───── ENTRIES PROVIDED ─────

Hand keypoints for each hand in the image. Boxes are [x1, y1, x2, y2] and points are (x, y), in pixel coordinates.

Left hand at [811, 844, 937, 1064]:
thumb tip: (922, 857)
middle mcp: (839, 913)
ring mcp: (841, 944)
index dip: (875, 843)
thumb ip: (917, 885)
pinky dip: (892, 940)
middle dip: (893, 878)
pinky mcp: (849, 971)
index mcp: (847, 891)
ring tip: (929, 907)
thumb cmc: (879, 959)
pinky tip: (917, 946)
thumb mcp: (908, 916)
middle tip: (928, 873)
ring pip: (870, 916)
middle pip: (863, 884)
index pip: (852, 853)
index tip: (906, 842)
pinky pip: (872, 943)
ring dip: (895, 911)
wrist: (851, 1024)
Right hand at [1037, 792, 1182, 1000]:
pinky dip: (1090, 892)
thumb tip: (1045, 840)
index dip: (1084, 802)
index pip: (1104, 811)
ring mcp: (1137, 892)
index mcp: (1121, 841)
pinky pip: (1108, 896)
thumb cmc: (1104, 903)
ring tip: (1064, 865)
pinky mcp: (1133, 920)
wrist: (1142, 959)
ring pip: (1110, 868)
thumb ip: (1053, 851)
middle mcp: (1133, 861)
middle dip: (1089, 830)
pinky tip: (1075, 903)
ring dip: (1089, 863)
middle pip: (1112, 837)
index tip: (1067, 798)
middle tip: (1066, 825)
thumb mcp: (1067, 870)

─────
───── ENTRIES PROVIDED ─────

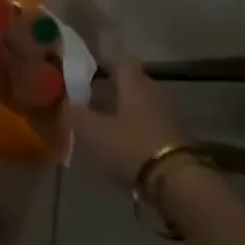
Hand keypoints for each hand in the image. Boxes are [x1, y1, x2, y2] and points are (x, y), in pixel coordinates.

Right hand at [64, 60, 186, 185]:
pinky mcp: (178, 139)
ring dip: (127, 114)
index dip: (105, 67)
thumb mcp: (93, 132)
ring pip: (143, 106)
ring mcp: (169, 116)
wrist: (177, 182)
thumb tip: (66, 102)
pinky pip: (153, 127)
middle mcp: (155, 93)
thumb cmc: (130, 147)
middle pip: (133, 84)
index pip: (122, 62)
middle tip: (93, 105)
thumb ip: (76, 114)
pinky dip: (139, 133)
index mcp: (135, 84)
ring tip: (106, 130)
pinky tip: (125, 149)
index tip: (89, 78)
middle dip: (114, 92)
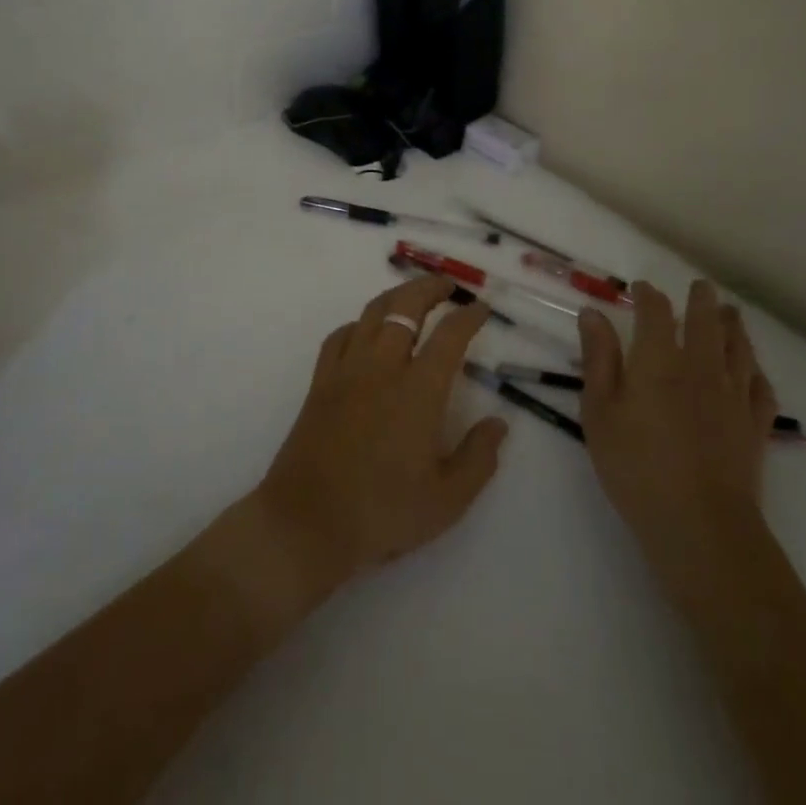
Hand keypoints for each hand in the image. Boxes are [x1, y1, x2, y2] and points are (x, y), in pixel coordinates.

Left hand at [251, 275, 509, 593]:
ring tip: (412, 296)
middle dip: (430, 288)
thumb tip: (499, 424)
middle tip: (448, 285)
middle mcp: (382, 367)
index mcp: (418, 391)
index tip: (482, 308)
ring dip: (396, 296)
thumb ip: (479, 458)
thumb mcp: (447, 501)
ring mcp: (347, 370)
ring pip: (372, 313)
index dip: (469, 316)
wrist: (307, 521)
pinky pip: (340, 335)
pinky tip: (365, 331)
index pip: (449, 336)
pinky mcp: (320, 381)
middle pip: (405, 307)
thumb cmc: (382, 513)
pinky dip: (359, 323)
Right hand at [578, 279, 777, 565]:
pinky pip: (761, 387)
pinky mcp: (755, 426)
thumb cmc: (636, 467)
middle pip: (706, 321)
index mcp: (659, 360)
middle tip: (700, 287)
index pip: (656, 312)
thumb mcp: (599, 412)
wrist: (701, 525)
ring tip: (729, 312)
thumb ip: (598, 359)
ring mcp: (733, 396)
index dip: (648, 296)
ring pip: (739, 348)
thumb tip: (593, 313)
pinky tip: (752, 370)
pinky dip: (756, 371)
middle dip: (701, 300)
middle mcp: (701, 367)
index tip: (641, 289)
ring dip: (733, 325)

─────
───── ENTRIES PROVIDED ─────

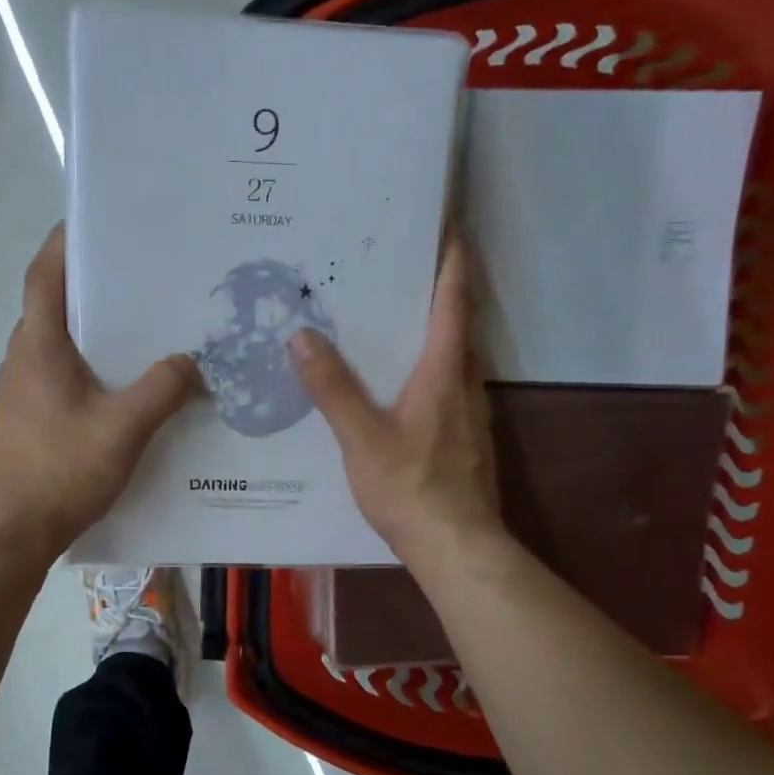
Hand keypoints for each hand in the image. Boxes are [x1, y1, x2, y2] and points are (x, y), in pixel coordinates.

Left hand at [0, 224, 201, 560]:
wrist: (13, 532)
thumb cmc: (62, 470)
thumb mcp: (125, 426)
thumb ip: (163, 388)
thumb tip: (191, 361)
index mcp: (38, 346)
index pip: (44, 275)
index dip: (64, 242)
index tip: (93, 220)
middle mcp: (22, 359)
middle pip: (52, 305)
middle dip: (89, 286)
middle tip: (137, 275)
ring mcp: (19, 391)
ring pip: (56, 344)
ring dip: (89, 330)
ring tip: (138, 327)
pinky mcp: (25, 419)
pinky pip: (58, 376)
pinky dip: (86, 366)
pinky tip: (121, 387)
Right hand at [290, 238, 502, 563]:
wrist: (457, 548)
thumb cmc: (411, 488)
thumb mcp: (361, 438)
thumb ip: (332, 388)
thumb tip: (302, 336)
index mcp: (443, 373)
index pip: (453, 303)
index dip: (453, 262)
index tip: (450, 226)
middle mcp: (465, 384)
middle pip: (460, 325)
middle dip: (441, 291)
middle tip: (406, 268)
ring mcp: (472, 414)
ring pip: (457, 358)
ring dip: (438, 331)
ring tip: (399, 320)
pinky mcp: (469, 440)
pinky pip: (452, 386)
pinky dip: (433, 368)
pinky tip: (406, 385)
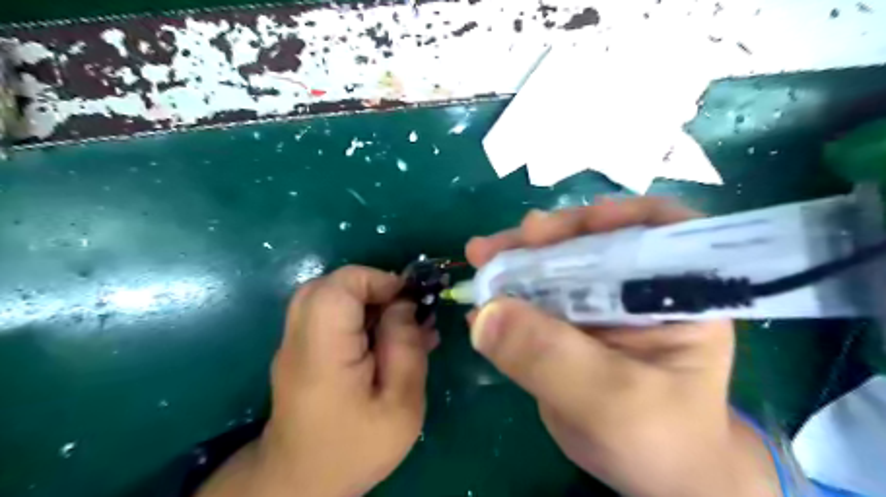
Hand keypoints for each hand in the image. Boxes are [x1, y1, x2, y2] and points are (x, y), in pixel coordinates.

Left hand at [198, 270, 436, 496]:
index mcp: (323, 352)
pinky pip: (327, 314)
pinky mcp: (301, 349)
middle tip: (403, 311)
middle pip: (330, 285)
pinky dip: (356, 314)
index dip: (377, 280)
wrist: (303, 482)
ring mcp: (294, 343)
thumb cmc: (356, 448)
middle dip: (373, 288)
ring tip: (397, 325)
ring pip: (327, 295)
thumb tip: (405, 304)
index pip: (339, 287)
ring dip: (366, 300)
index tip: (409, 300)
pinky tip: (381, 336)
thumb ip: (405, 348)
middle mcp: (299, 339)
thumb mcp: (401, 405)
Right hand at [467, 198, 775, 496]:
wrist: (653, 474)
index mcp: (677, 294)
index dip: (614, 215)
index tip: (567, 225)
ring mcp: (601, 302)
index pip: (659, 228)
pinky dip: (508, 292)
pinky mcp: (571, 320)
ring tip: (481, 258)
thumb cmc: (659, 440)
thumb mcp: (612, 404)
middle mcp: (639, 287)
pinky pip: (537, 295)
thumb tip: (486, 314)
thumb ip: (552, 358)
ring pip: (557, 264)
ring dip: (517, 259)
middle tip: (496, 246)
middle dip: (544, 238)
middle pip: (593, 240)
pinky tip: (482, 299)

─────

Check each line above for the string "wrist" and show the ones that have it.

• **EXERCISE SOLUTION**:
wrist: (851, 1024)
wrist: (1142, 959)
wrist: (177, 182)
wrist: (307, 521)
wrist: (701, 525)
wrist: (13, 532)
wrist: (457, 548)
wrist: (303, 482)
wrist: (653, 474)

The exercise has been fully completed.